CleanDeepSeq – Software To Minimize Error in Next-Gen Sequencing
A Software has been developed by St. Jude Children’s Research Hospital researchers to minimize the error rate in next-generation sequencing data by as much as 100-fold, which would likely speed early detection of relapse and other threats.
Next-generation DNA sequencing datasets from St. Jude and four other institutions were examined by the Researchers to identify and suppress ordinary sources of sequencing errors. Researchers reported that Using the new procedure the error rate for DNA base substitution declined from 0.1 percent (1 in 1,000) to between 0.01 (1 in 10,000) and 0.001 percent (1 in 100,000).
The Researchers hope to provide patients a head start on cures by making it easier to distinguish with greater accuracy the signal from noise, in this case, a true mutation from a sequencing error,
“Early detection of cancer or cancer relapse really is like finding a needle in a haystack because the amount of cancer cells is dependent upon the number of normal cells at an early stage,” said co-first and corresponding author Xiaotu Ma, Ph.D., an assistant member of the St. Jude Department of Computational Biology. ” Further added by Xiaotu
that this method, which we have named CleanDeepSeq, will help in removing the hay to make it easier to find the needle.”
Sequencing the human genome involves determining the specific order of the 3 billion chemical bases or letters that make up the genome.
Interest in reducing errors and enhancing data quality has grown as next-generation
sequencing costs have fallen. the Cancer-driving genes can be sequenced thousands or hundreds of thousands of times in order to find indications of cancer cells found before the overt disease.
Corresponding and senior writer Jinghui Zhang, Ph.D., St. Jude Computational Biology chair stated that – Sequencing errors are a roadblock for discovering the low-frequency genetic variables that are important for cancer molecular diagnosis, treatment, and surveillance utilizing deep next-generation sequencing. Later he also added that with this study we will get the first complete analysis of the origin of such sequencing mistakes and offers new strategies for improving the accuracy.
This study focused on identifying the selection and source of substitution errors in next-generation sequencing information and developing a mathematical error-suppression strategy. Variety of techniques were used by the investigators to ascertain the lowest frequency where a genuine mutation could be distinguished from a sequencing error. Analyzing datasets in St. Jude, HudsonAlpha Institute of Biotechnology, the Broad Institute, Baylor College of Medicine, and WuXiNextCODE, in China was also involved in the Research.

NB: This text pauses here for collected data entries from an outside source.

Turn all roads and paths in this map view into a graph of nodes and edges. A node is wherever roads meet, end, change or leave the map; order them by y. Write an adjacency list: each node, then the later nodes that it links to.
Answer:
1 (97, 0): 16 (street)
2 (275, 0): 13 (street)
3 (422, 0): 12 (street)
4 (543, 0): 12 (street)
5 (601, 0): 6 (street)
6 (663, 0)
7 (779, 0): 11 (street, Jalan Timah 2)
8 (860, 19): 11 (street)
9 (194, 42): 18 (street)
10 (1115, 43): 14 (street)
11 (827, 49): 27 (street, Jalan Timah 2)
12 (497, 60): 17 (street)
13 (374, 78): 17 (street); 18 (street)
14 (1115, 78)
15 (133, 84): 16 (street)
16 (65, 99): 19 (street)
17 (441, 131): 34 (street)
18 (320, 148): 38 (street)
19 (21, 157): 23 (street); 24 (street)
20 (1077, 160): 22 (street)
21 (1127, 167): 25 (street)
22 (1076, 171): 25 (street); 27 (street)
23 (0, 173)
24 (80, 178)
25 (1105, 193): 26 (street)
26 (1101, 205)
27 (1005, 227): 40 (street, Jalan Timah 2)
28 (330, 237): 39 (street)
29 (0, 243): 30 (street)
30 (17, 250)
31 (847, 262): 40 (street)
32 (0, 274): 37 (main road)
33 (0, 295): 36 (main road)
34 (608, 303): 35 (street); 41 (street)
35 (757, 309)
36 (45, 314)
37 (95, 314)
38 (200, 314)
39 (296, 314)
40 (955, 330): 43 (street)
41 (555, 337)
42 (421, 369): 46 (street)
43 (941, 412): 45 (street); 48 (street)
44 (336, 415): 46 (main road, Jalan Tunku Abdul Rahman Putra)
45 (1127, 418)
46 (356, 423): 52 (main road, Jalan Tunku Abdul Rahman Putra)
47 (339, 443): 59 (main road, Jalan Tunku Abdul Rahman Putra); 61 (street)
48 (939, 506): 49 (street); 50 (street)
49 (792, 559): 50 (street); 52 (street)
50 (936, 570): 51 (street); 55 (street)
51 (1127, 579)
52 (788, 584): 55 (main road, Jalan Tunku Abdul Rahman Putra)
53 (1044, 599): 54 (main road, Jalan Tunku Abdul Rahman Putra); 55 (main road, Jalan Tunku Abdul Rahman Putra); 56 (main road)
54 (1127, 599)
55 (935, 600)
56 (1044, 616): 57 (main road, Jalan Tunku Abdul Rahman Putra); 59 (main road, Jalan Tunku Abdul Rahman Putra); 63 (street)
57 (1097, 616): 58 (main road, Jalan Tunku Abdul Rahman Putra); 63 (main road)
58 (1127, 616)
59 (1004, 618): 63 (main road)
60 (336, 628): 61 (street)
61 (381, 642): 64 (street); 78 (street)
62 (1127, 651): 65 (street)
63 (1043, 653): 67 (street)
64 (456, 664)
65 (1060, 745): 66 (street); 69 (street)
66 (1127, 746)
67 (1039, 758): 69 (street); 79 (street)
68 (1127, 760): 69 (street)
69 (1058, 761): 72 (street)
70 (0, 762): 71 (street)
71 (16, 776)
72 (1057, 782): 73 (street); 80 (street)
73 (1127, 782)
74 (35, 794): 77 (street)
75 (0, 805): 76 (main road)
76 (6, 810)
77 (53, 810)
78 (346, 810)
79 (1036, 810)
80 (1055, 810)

The analysis revealed several sources of errors, including handling and storage of the patient samples like the enzymes used to amplify patient samples and the sequencing, which leads to profiling led Ma and his colleagues to home in on recognition and suppression of errors related to poor sequencing quality or difficulty re-assembling (mapping) the sequences or aligning the patient genome with a reference genome.
Researchers are working to bring CleanDeepSeq to the practice for observation relapse and possibly early diagnosis, particularly in high-risk patients. Ma further stated that this method may also help scientists studying infectious diseases like influenza and HIV or wherever drug-resistance is a concern.
The results of the above study were published in the BMC Journal with Title “Analysis of error profiles in deep next-generation sequencing data”.